_WHAT YOU WILL DO_
Copy out each line in the listing below where the word "Helio" appears.

_GIVEN DATA_
::::::::

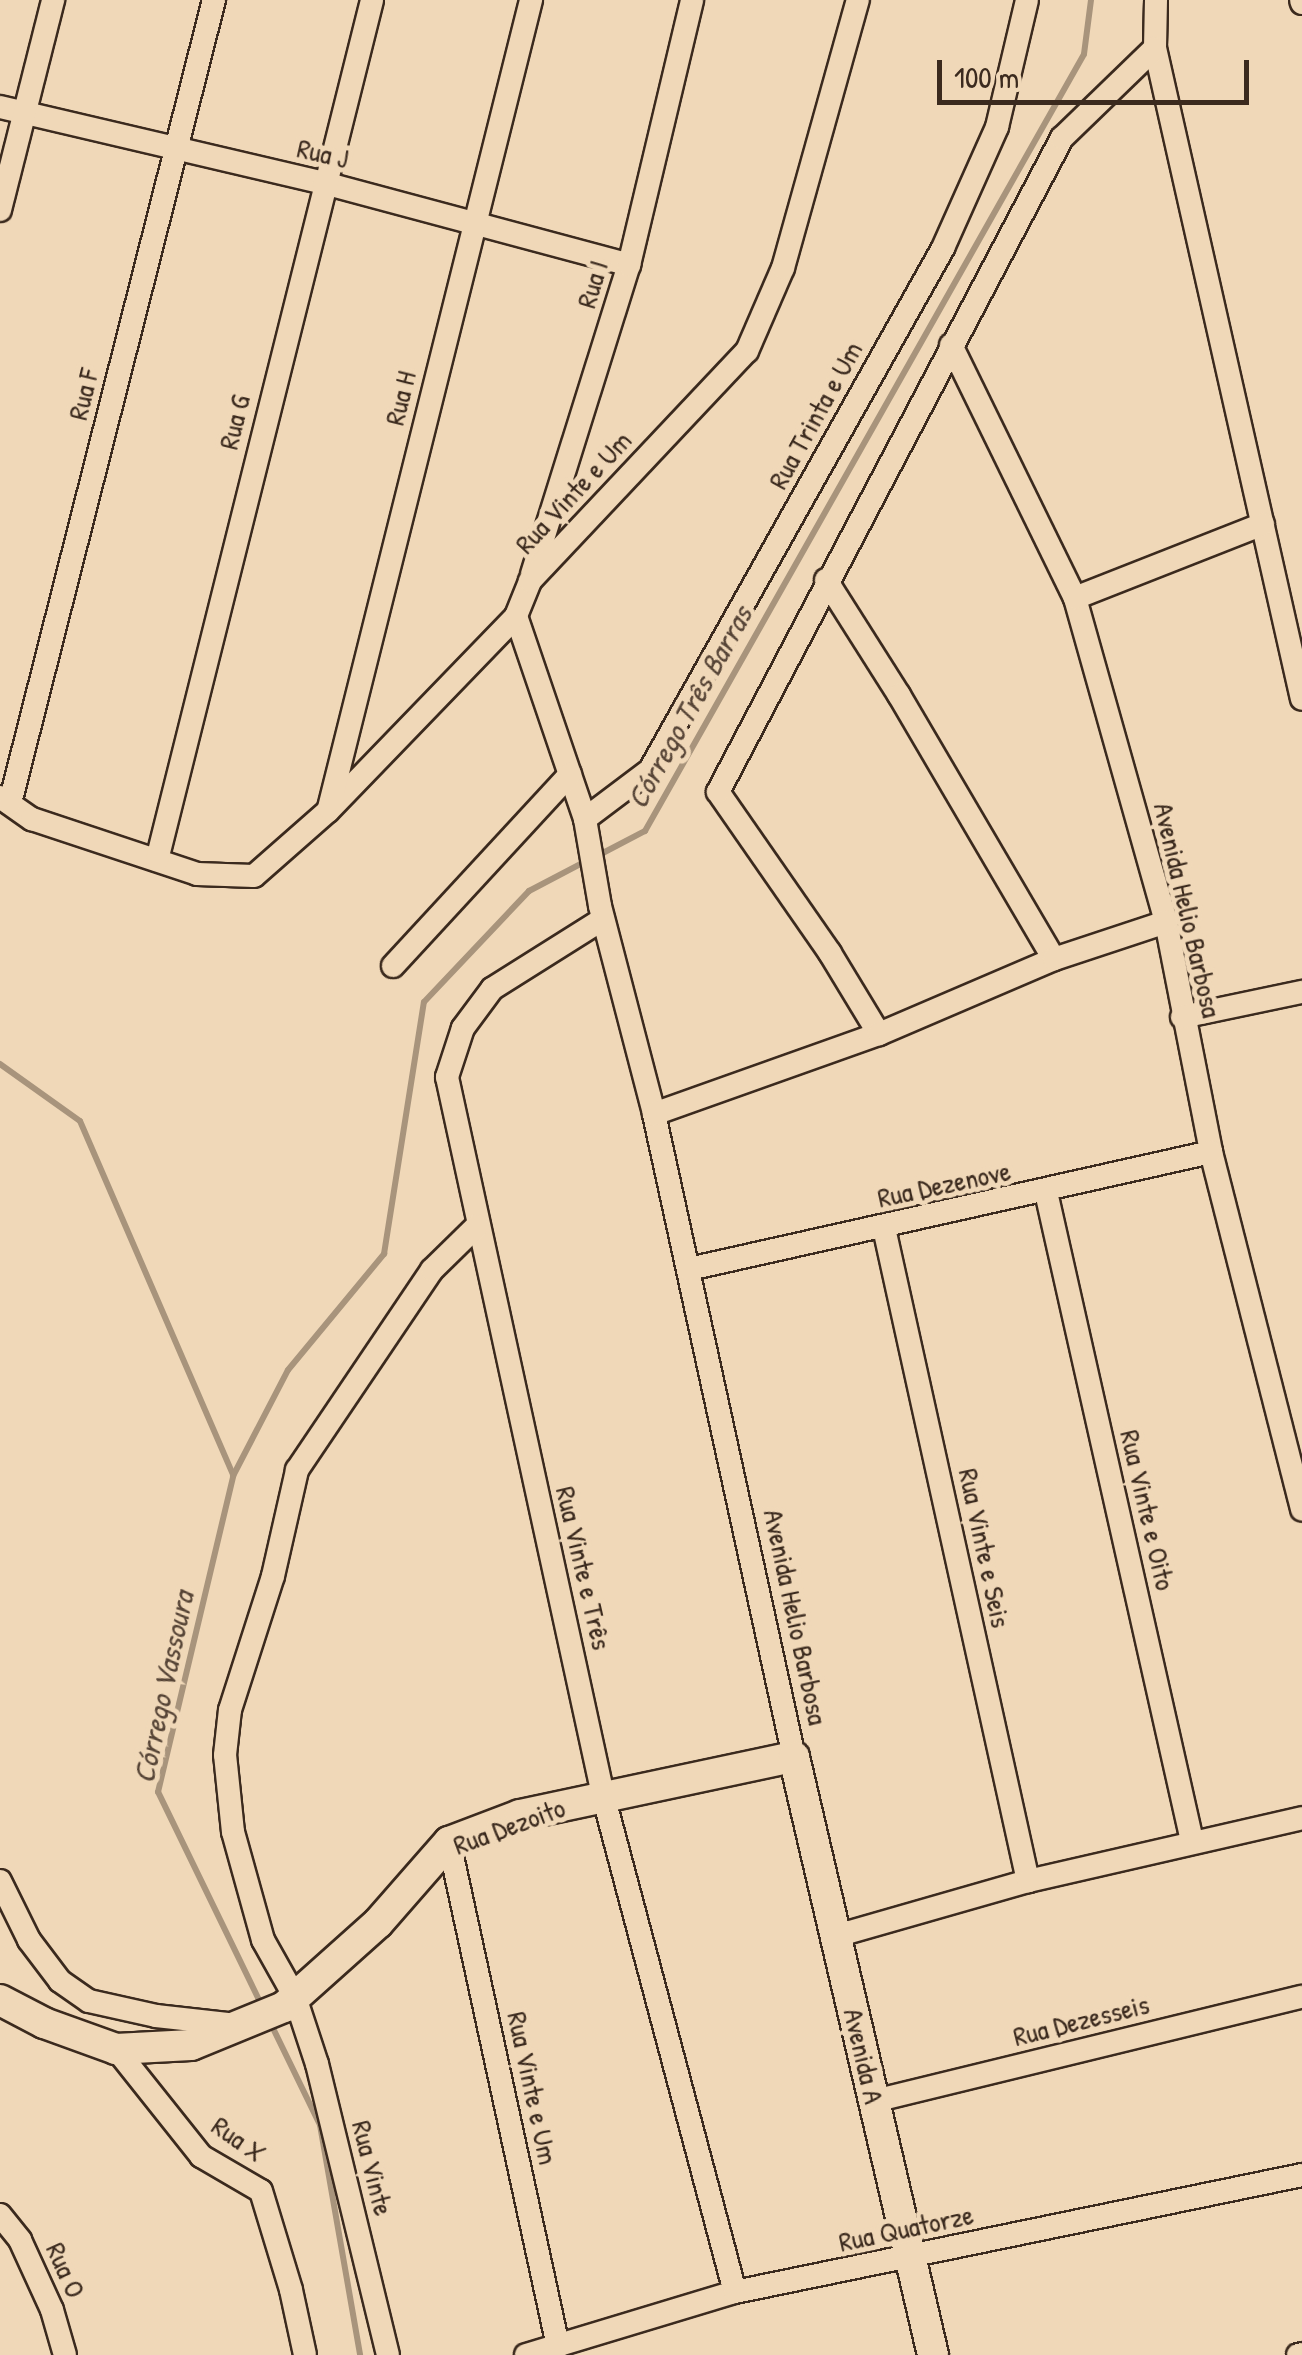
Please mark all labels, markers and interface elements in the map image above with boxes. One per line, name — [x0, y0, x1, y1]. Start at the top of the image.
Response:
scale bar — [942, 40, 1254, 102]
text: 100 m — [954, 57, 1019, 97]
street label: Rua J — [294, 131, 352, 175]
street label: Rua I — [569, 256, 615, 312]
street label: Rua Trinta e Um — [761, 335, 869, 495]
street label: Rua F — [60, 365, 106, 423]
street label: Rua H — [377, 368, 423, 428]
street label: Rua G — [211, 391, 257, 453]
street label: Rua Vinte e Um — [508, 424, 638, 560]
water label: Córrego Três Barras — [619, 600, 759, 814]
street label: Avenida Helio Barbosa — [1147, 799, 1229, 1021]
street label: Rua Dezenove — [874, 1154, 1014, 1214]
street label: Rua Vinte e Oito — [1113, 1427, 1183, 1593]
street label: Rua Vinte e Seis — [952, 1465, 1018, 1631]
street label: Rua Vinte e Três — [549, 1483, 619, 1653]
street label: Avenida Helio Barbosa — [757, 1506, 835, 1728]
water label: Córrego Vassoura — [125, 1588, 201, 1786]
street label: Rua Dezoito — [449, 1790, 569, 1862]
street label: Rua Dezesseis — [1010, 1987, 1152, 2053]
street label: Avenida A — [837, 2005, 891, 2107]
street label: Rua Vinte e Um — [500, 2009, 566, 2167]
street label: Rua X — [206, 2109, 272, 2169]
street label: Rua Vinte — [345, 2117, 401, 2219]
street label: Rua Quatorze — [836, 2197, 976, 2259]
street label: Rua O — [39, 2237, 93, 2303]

::::::::

_RESPONSE_
street label: Avenida Helio Barbosa — [1147, 799, 1229, 1021]
street label: Avenida Helio Barbosa — [757, 1506, 835, 1728]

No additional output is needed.